Let’s start with the heavy hitter; the metric system is the standard system of measurement over large parts of the world. This means that if the United States wants to export items to a foreign country then American business interests might feel confused when countries with eager buyers aren’t interested in products that aren’t metric. Think about the same frustration you have if you’re importing an expensive car from Japan and then none of the measurements are in inches or fractions of an inch, so none of your tools will work to fix the vehicle. Reverse that and make it almost the entire world that America wants to export to. Perhaps the biggest reason to change systems right there is a matter of economy and of shrinking the world just one more degree.
Additionally, the metric system was specifically created by scientific professionals in order to make measuring as simple and straightforward as possible. This is why every alteration in the metric system is done by the number 10. There are no other numbers to remember or awkward conversion formulas to use… everything simply is multiplied or divided by the number 10 per level. For those who think standard is a better measurement system, ask yourself how many inches are in a yard. Or how many quarts in a gallon. There is no standard, easy to remember and snappy number that you can just pull out and use for any problem like you can for metric numbers. Easy and friendly, the metric system didn’t evolve over time as a haphazard form of keeping measurements, but it was made specifically for the purpose that it serves.

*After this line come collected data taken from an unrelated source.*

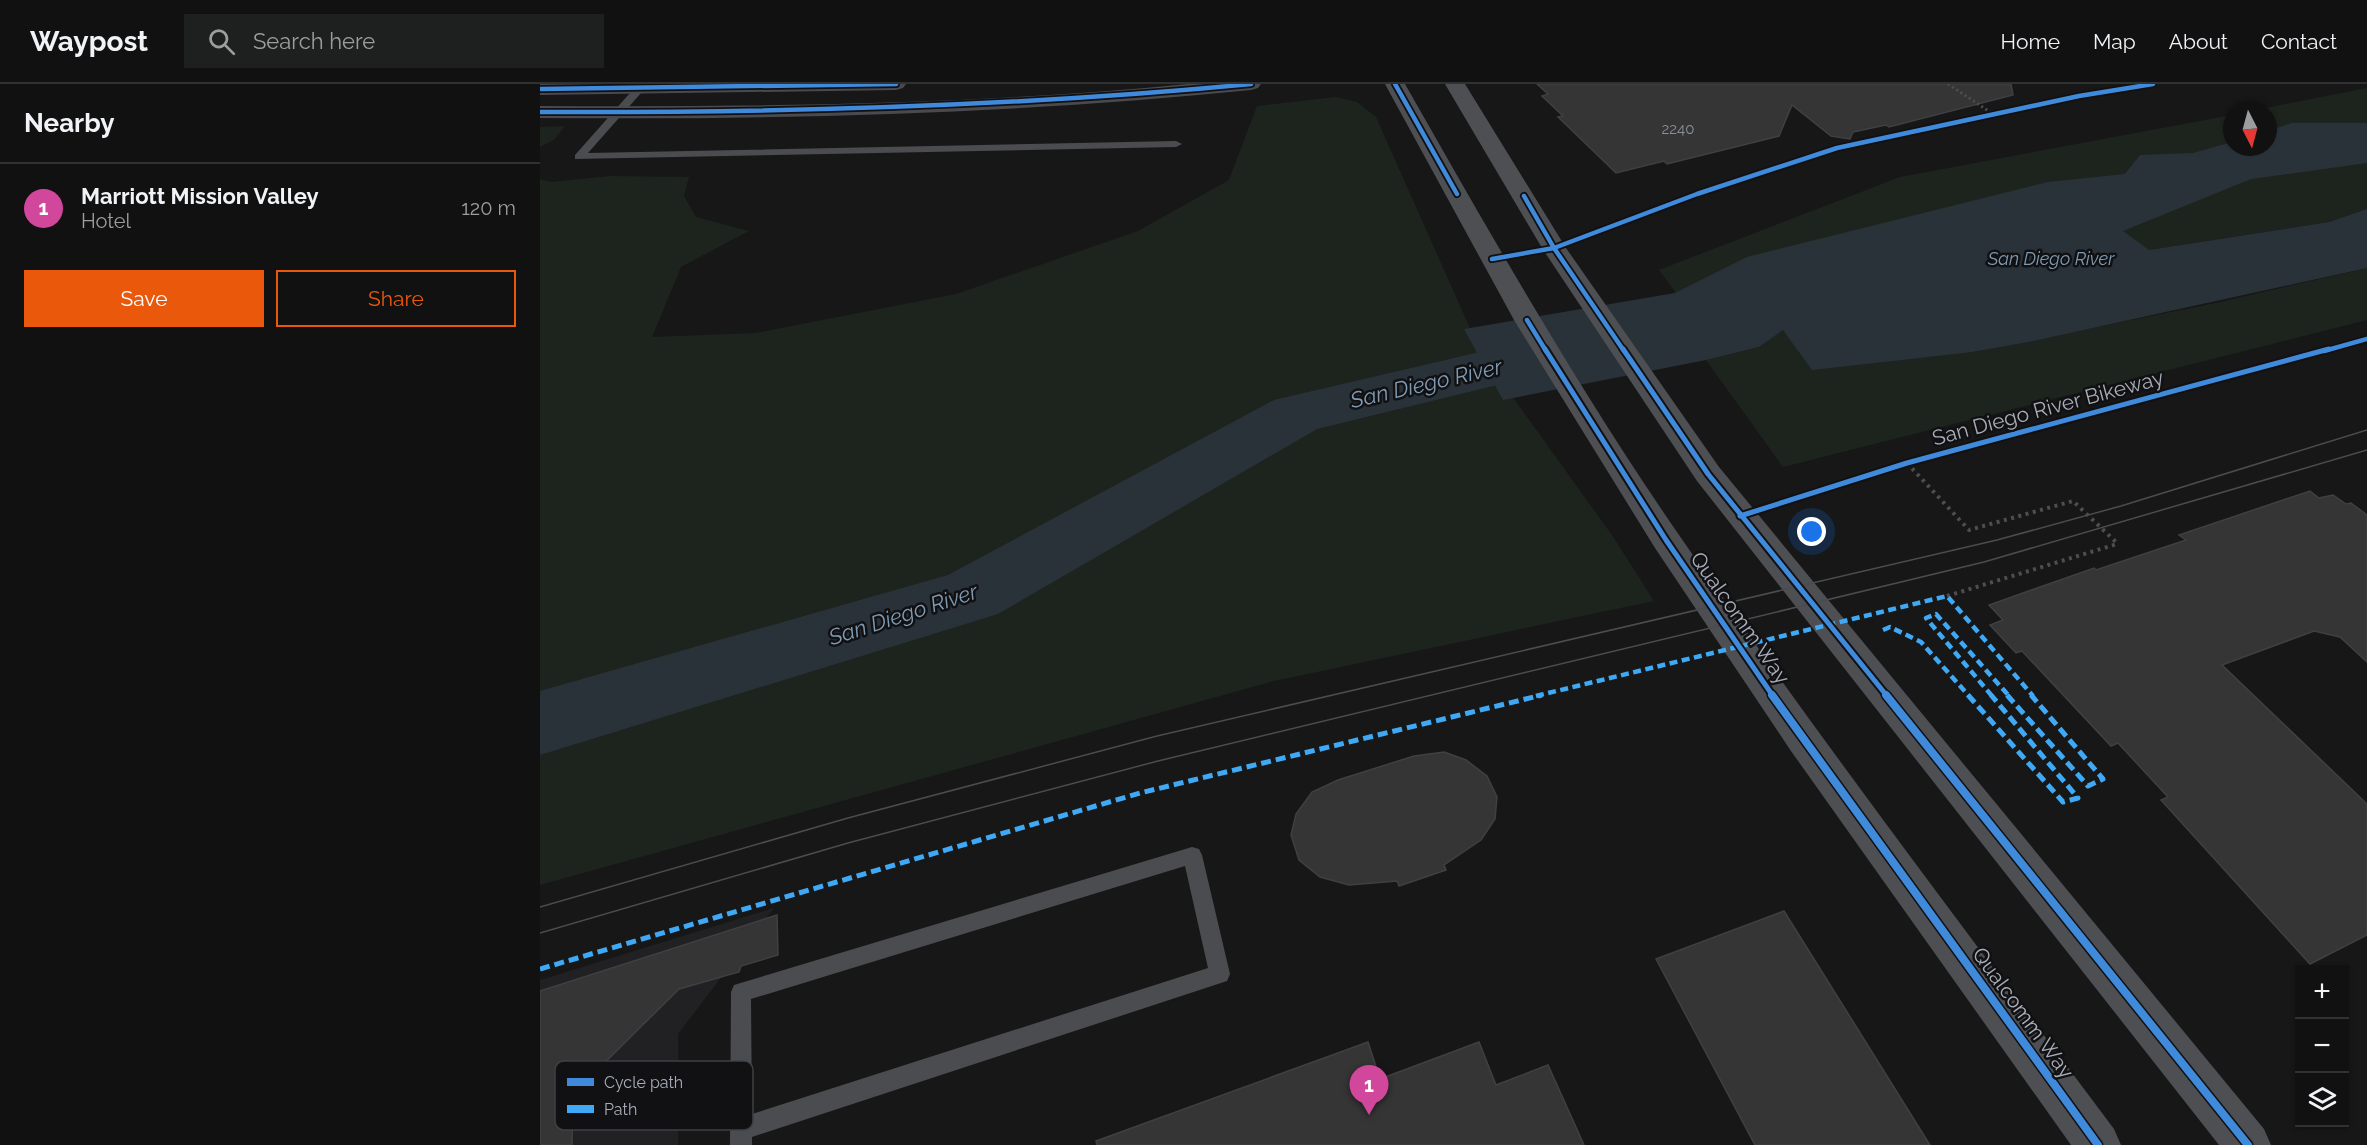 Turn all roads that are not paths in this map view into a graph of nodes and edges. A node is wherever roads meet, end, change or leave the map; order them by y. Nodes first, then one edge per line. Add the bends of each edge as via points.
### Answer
1 (896, 84) edge
2 (1251, 84) edge
3 (1395, 84) edge
4 (1455, 84) edge
5 (642, 86) edge
6 (540, 89) edge
7 (540, 112) edge
8 (618, 113) junction
9 (1176, 144) dead end
10 (741, 1061) edge
11 (741, 1137) edge
12 (2098, 1145) edge
13 (2248, 1145) edge

1 - 5 main road
2 - 8 main road via 922,108
3 - 12 main road, Qualcomm Way via 1527,320 1666,540 1804,741
4 - 13 main road via 1594,308 1740,516
5 - 6 main road
5 - 8 lane
7 - 8 main road
8 - 9 lane via 579,156
10 - 11 lane via 741,992 1192,855 1220,974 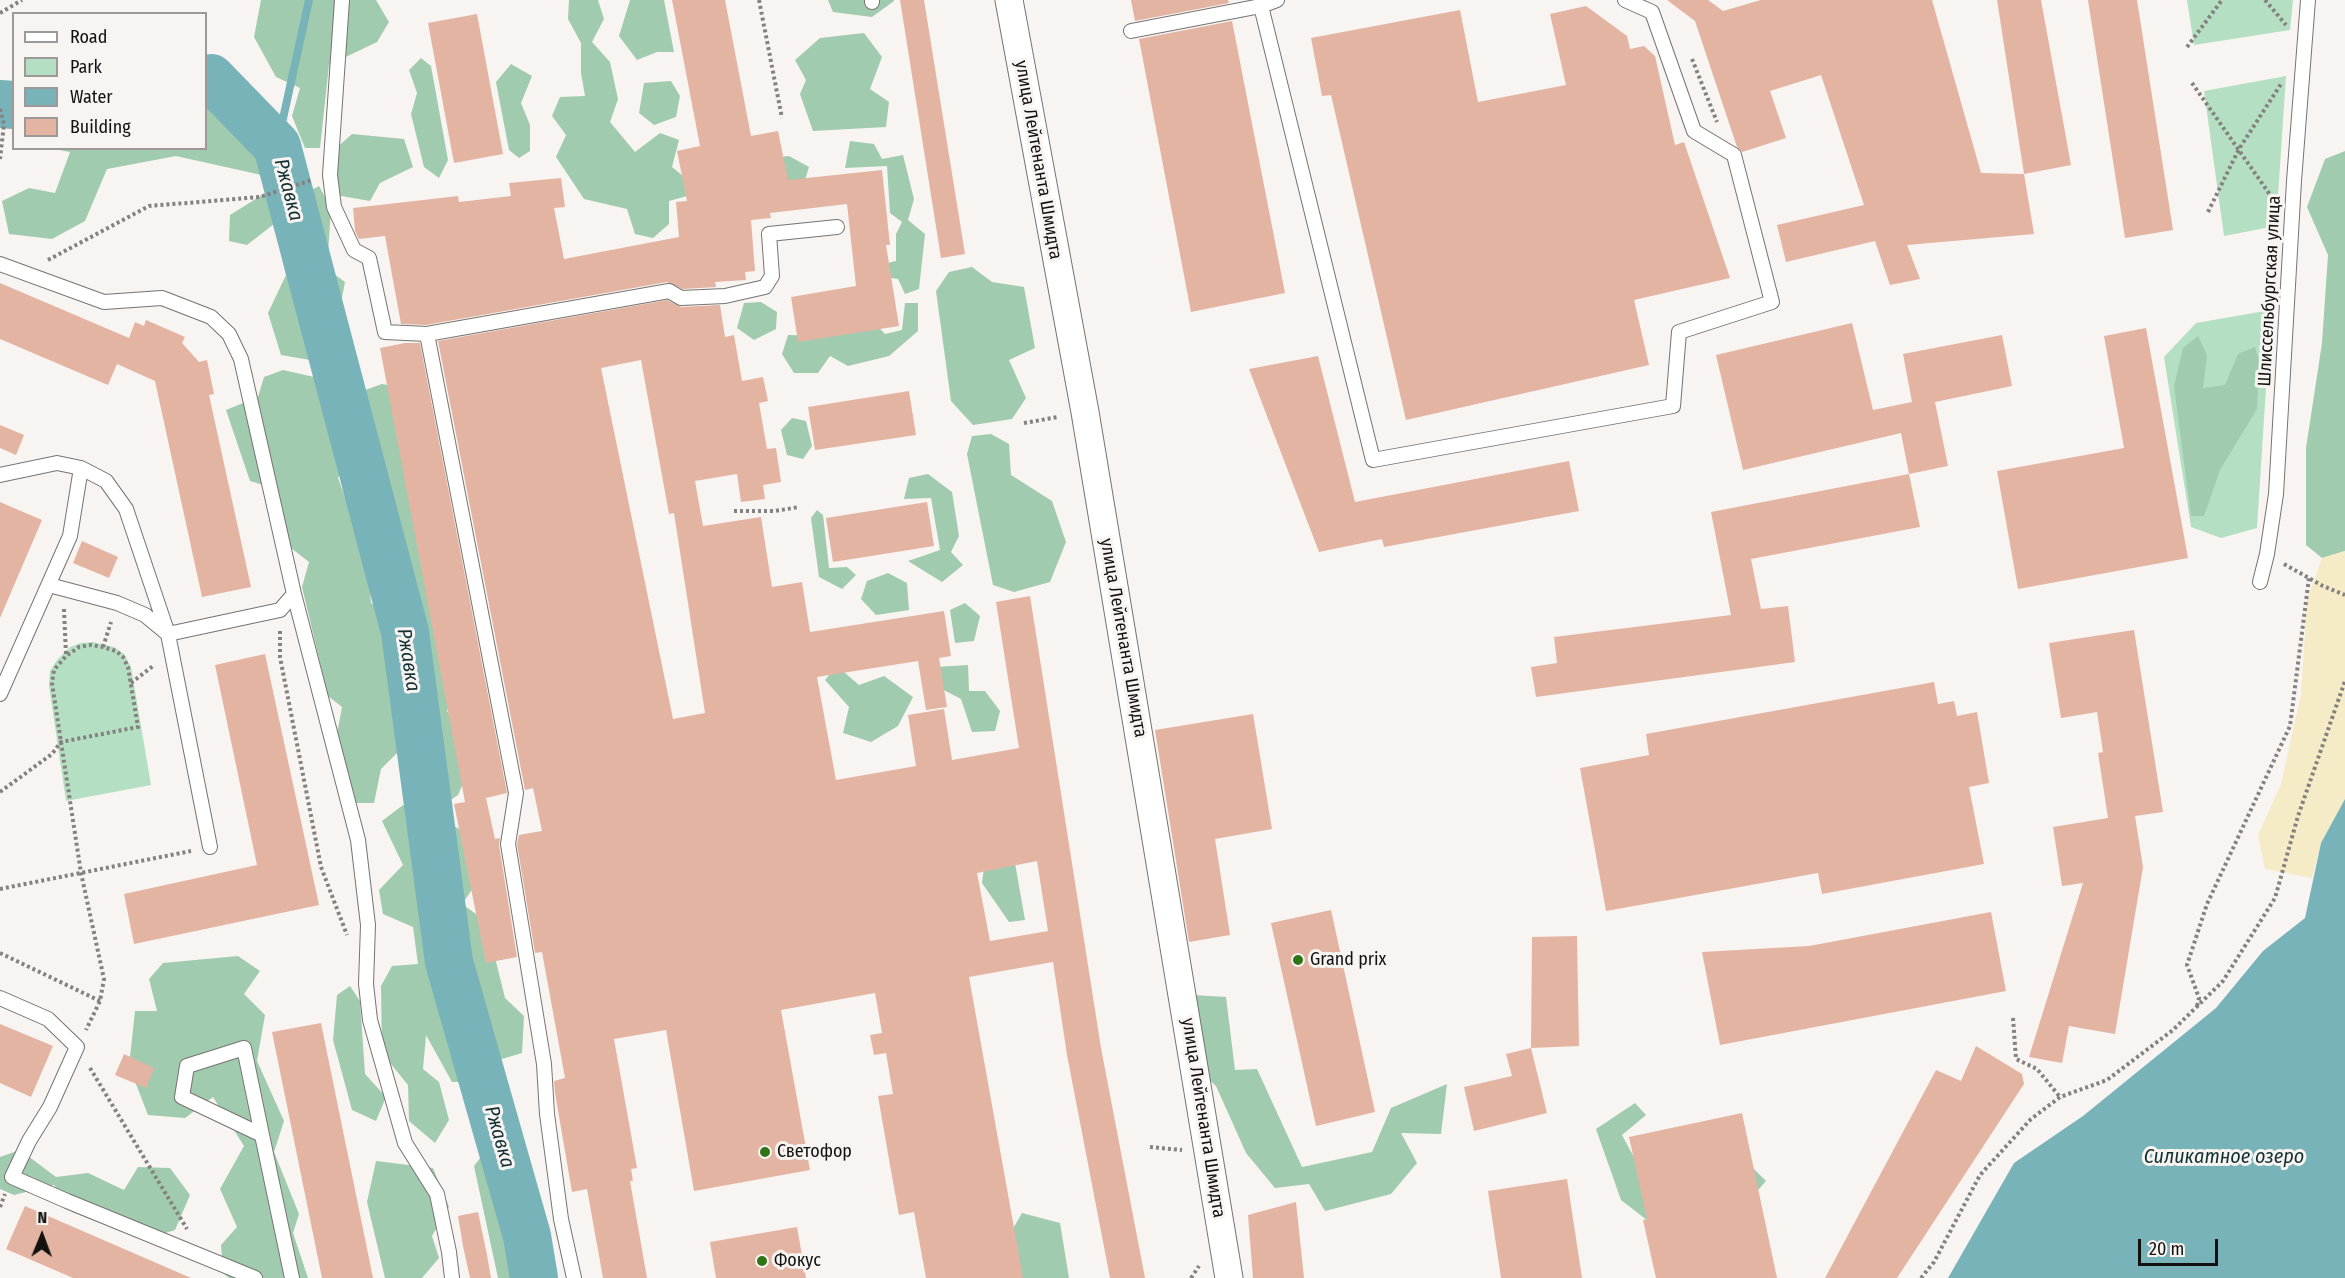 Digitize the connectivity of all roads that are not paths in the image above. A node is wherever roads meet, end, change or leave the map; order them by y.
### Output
1 (1009, 0) edge
2 (1277, 0) edge
3 (1625, 0) edge
4 (2308, 0) edge
5 (344, 1) edge
6 (1262, 6) junction
7 (1131, 31) dead end
8 (837, 226) dead end
9 (0, 264) edge
10 (427, 334) junction
11 (81, 468) junction
12 (0, 475) edge
13 (2260, 582) dead end
14 (49, 585) junction
15 (294, 594) junction
16 (168, 634) junction
17 (0, 694) edge
18 (210, 847) road end
19 (0, 998) edge
20 (262, 1135) junction
21 (255, 1278) edge
22 (292, 1278) edge
23 (452, 1278) edge
24 (574, 1278) edge
25 (1229, 1278) edge

1 - 25 street, улица Лейтенанта Шмидта
2 - 6 lane
3 - 6 lane
4 - 13 lane, Шлиссельбургская улица
5 - 10 lane
6 - 7 lane
8 - 10 lane
9 - 15 lane
10 - 24 lane
11 - 12 lane
11 - 14 lane
11 - 16 lane
14 - 16 lane
14 - 17 lane
15 - 16 lane
15 - 23 lane
16 - 18 lane
19 - 21 lane
20 - 20 lane
20 - 22 lane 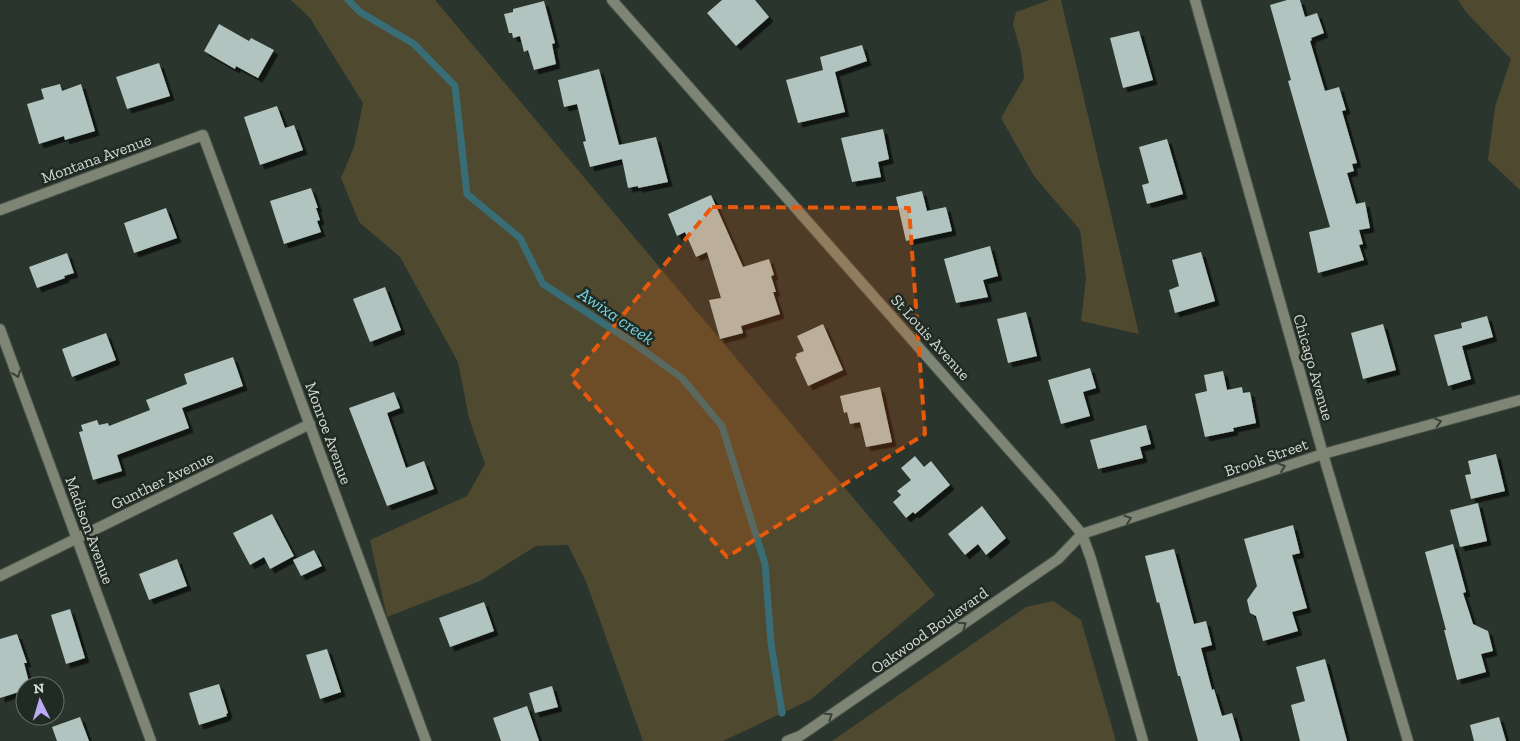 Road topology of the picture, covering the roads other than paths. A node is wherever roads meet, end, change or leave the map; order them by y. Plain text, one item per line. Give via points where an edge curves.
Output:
1 (612, 0) edge
2 (1195, 0) edge
3 (203, 134) joint
4 (0, 210) edge
5 (0, 329) edge
6 (1520, 400) edge
7 (310, 424) junction
8 (1323, 454) junction
9 (1082, 534) junction
10 (77, 538) junction
11 (0, 576) edge
12 (151, 741) edge
13 (426, 741) edge
14 (787, 741) edge
15 (1143, 741) edge
16 (1408, 741) edge

1 - 9 street, St Louis Avenue
2 - 8 street, Chicago Avenue
3 - 4 street, Montana Avenue
3 - 7 street, Monroe Avenue
5 -> 10 street, Madison Avenue
8 -> 6 street, Brook Street
7 - 10 street, Gunther Avenue
7 - 13 street, Monroe Avenue
9 -> 8 street, Brook Street
8 - 16 street, Chicago Avenue
14 -> 9 street, Oakwood Boulevard via 800,736 1058,559
9 - 15 street, St Louis Avenue
10 - 11 street, Gunther Avenue
10 - 12 street, Madison Avenue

These are the two biggest reasons that the metric system should be adopted universally. If you make measurements universal then it eliminates a lot of confusion about weights and measurements, and that lubricates the wheels of commerce. The easier a system is to learn and memorize, the less likely you are to make mistakes with it. There is also the idea that the metric system is permanent, and there have been no additions or changes over the years. If you set the standard system of measurement aside you can stop filling up pages in textbooks and sections of your home improvement store using those measurements.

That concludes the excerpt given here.